What made all these films post facto “Christmas classics” was not their theatrical release date, but television. “It’s a Wonderful Life,” in particular, owes its status as the quintessential Christmas classic in part to an accidental lapse in copyright, allowing local television stations to play it around the holidays without paying royalties to the studio.

Television ritualized “It’s a Wonderful Life” and other movies by creating the conditions for an annual tradition of watching given movies every holiday season. Movies like “A Christmas Story” and “Home Alone” (both of which opened in late November) were products of this television-era Christmas movie tradition; in that sense, they were among the first self-conscious “Christmas movies.”
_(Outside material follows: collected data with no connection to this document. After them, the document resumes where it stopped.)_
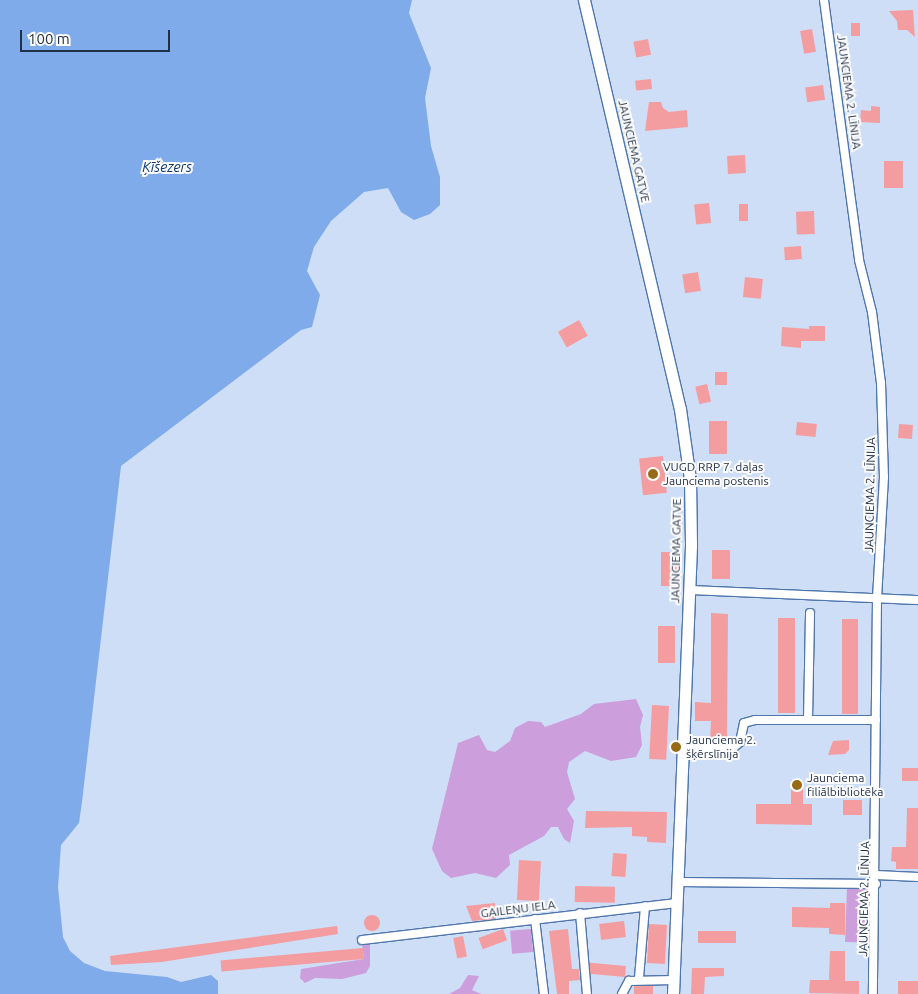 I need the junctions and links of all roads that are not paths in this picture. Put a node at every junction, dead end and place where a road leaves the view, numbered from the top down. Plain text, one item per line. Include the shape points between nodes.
1 (584, 0) edge
2 (824, 0) edge
3 (690, 590) junction
4 (877, 599) junction
5 (918, 600) edge
6 (810, 613) dead end
7 (808, 719) junction
8 (876, 720) junction
9 (683, 749) junction
10 (918, 877) edge
11 (876, 880) junction
12 (678, 882) junction
13 (677, 903) junction
14 (645, 906) junction
15 (580, 913) junction
16 (535, 919) junction
17 (362, 940) dead end
18 (639, 978) junction
19 (674, 980) junction
20 (544, 994) edge
21 (587, 994) edge
22 (622, 994) edge
23 (673, 994) edge
24 (873, 994) edge

1 - 3 main road, JAUNCIEMA GATVE via 680,409 692,515
2 - 4 street, JAUNCIEMA 2. LĪNIJA via 859,260 872,312 881,383 884,477
3 - 4 street
3 - 9 main road, JAUNCIEMA GATVE
4 - 5 street
4 - 8 street, JAUNCIEMA 2. LĪNIJA
6 - 7 street
7 - 8 street
7 - 9 street via 744,723 740,742 732,749
8 - 11 street, JAUNCIEMA 2. LĪNIJA
9 - 12 main road, JAUNCIEMA GATVE
10 - 11 street
11 - 12 street
11 - 24 street, JAUNCIEMA 2. LĪNIJA
12 - 13 main road, JAUNCIEMA GATVE
13 - 14 street, GAILEŅU IELA
13 - 19 main road, JAUNCIEMA GATVE
14 - 15 street, GAILEŅU IELA
14 - 18 street
15 - 16 street, GAILEŅU IELA
15 - 21 street
16 - 17 street, GAILEŅU IELA
16 - 20 street
18 - 19 street
18 - 22 street via 629,981
19 - 23 main road, JAUNCIEMA GATVE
“Die Hard,” of course, came along around the same time, and there are indications that, despite its release date, its Christmas trimmings were always intended as more than just window dressing — that it was always meant to work as an unconventional Christmas movie. Take the early scene in the limo: “Don’t you got any Christmas music?” John McClane asks when Argyle cranks the Run-DMC. Argyle’s reply: “This is Christmas music!” What that cut (“Christmas in Hollis”) is to Christmas music, “Die Hard” is to Christmas movies.

Despite its violent action milieu, “Die Hard” is deliberately cheerful, escapist fun (director John McTiernan has said the decision to make the bad guys thieves rather than terrorists was intended to keep it light). And, in the same way that “Home Alone” is as much about embracing the misunderstood outcast and overcoming divisions (Old Man Marley and his estranged family) as it is about a young boy defending his home against burglars, “Die Hard” is as much about a couple in a troubled marriage reuniting to spend Christmas as a family with their kids as it is about a lone cop battling a team of slick criminals.

Contrast that with, say, the saccharine, licentious, at times misogynist goings-on in “Love Actually” (2003), a wretched rom-com that gets trotted out as another counterintuitive Christmas movie. Or even the post-divorce snarkiness of “The Santa Clause,” a broken-family film that ends with Tim Allen getting over his bitterness and accepting his postmarital calling as part-time dad and full-time Santa. (Actually, any holiday-themed fare starring Tim Allen is pretty bad.)

Each year at Christmastime I like to watch some Christmas movie that, for whatever reason, I’ve never seen. This year I hope to catch “The Fourth Wise Man” (1985) starring Martin Sheen. Tonight, though, my family and I will watch “It’s a Wonderful Life,” as we do every Dec. 26. I’m not sure when I’ll get around to “The Fourth Wise Man,” but I’m in no rush. Christmas is only beginning.